### Data shown
>>>>

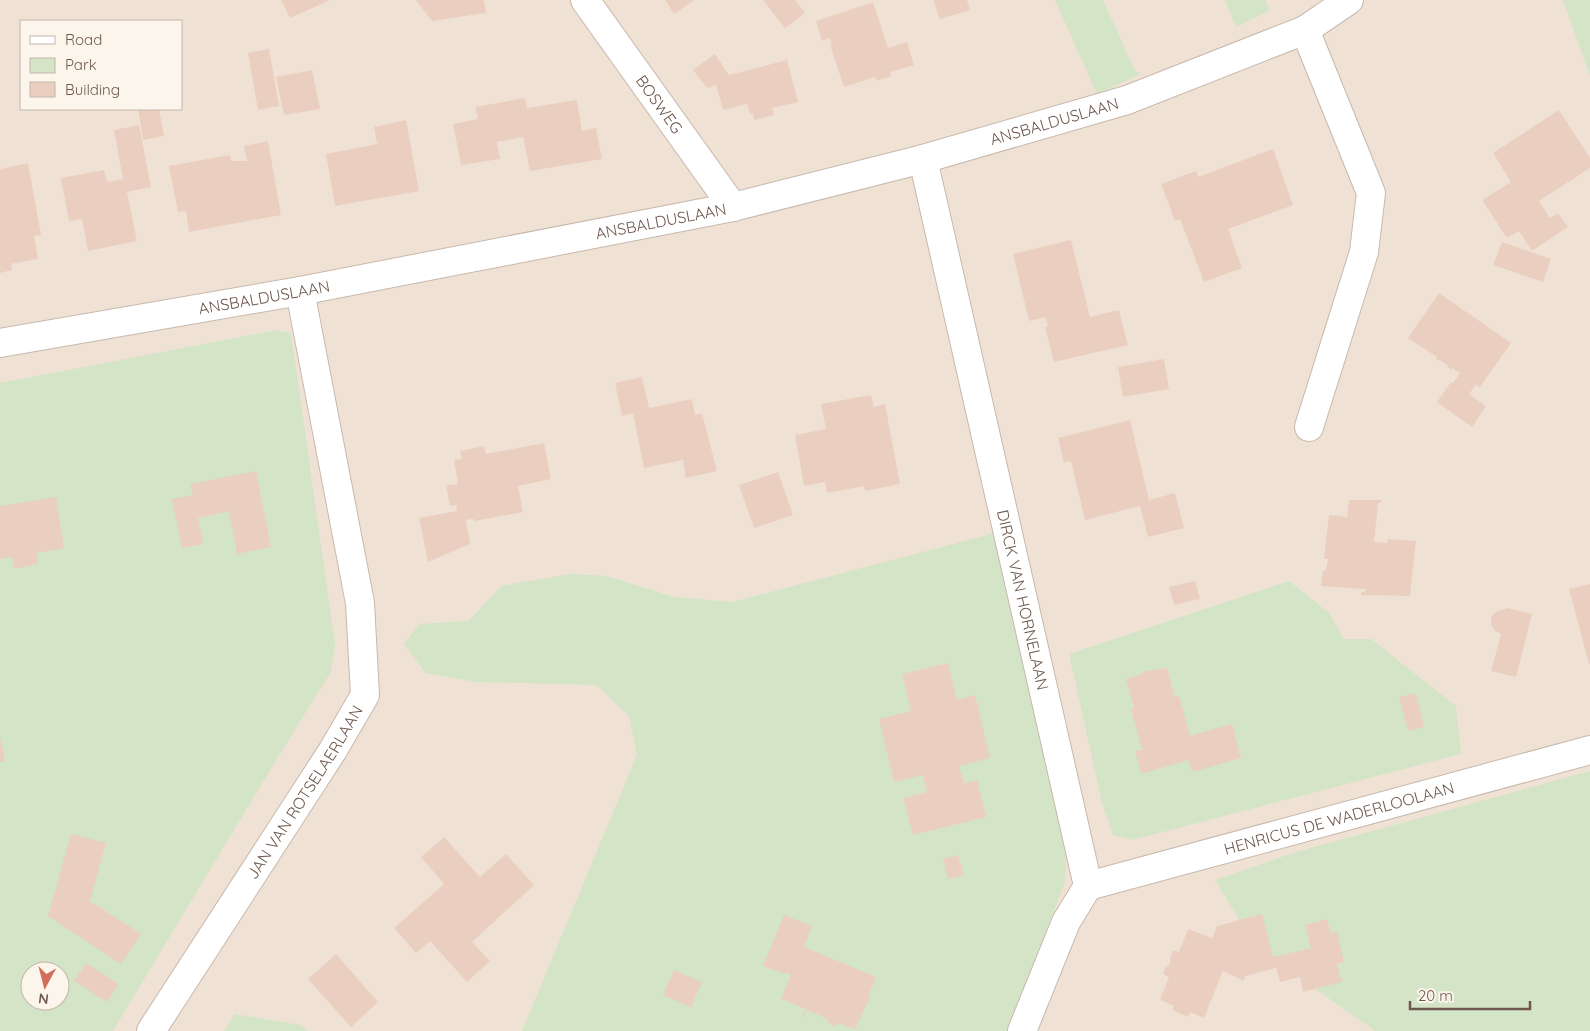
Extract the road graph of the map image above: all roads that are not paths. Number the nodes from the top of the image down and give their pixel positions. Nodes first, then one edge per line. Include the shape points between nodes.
1 (585, 0) edge
2 (1349, 0) edge
3 (1305, 30) junction
4 (922, 159) junction
5 (732, 207) junction
6 (300, 291) junction
7 (0, 343) edge
8 (1309, 427) dead end
9 (1590, 750) edge
10 (1088, 886) junction
11 (152, 1031) edge
12 (1022, 1031) edge

1 - 5 street, BOSWEG
2 - 3 street, ANSBALDUSLAAN
3 - 4 street, ANSBALDUSLAAN via 1127,100
3 - 8 street via 1371,193 1364,252
4 - 5 street, ANSBALDUSLAAN
4 - 10 street, DIRCK VAN HORNELAAN
5 - 6 street, ANSBALDUSLAAN
6 - 7 street, ANSBALDUSLAAN
6 - 11 street, JAN VAN ROTSELAERLAAN via 360,603 365,694 333,750
9 - 10 street, HENRICUS DE WADERLOOLAAN
10 - 12 street via 1066,922

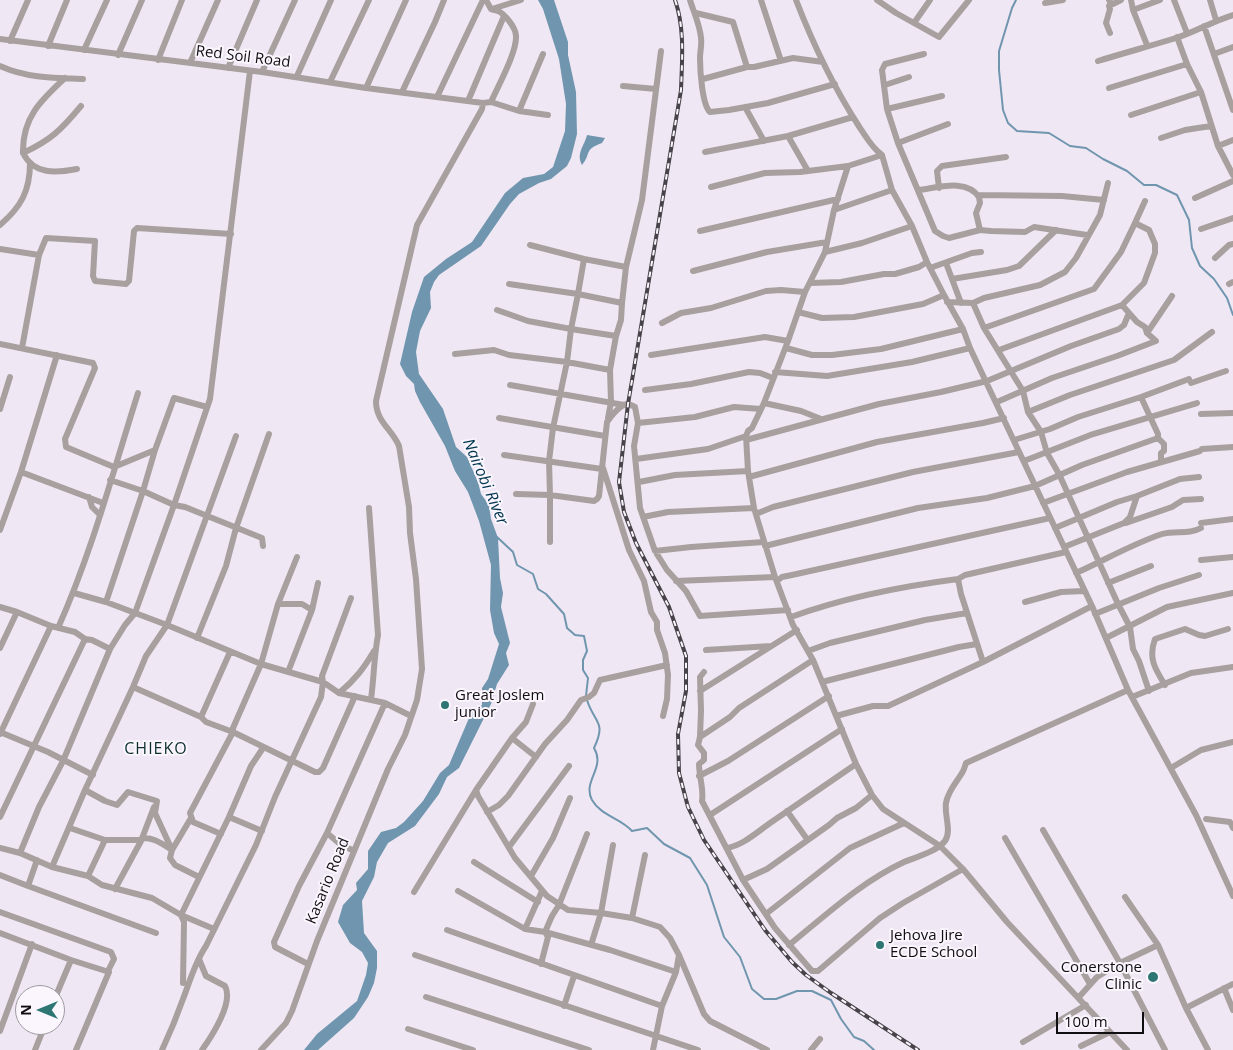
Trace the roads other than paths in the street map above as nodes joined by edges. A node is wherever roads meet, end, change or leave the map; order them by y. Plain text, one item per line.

<<<<

### To do
Set down each entry above word for word, without its pictures.

### Solution
Extract the road graph of the map image above: all roads that are not paths. Number the nodes from the top of the image down and give their pixel positions. Nodes first, then one edge per line. Include the shape points between nodes.
1 (585, 0) edge
2 (1349, 0) edge
3 (1305, 30) junction
4 (922, 159) junction
5 (732, 207) junction
6 (300, 291) junction
7 (0, 343) edge
8 (1309, 427) dead end
9 (1590, 750) edge
10 (1088, 886) junction
11 (152, 1031) edge
12 (1022, 1031) edge

1 - 5 street, BOSWEG
2 - 3 street, ANSBALDUSLAAN
3 - 4 street, ANSBALDUSLAAN via 1127,100
3 - 8 street via 1371,193 1364,252
4 - 5 street, ANSBALDUSLAAN
4 - 10 street, DIRCK VAN HORNELAAN
5 - 6 street, ANSBALDUSLAAN
6 - 7 street, ANSBALDUSLAAN
6 - 11 street, JAN VAN ROTSELAERLAAN via 360,603 365,694 333,750
9 - 10 street, HENRICUS DE WADERLOOLAAN
10 - 12 street via 1066,922

Trace the roads other than paths in the street map above as nodes joined by edges. A node is wherever roads meet, end, change or leave the map; order them by y. Plain text, one item per line.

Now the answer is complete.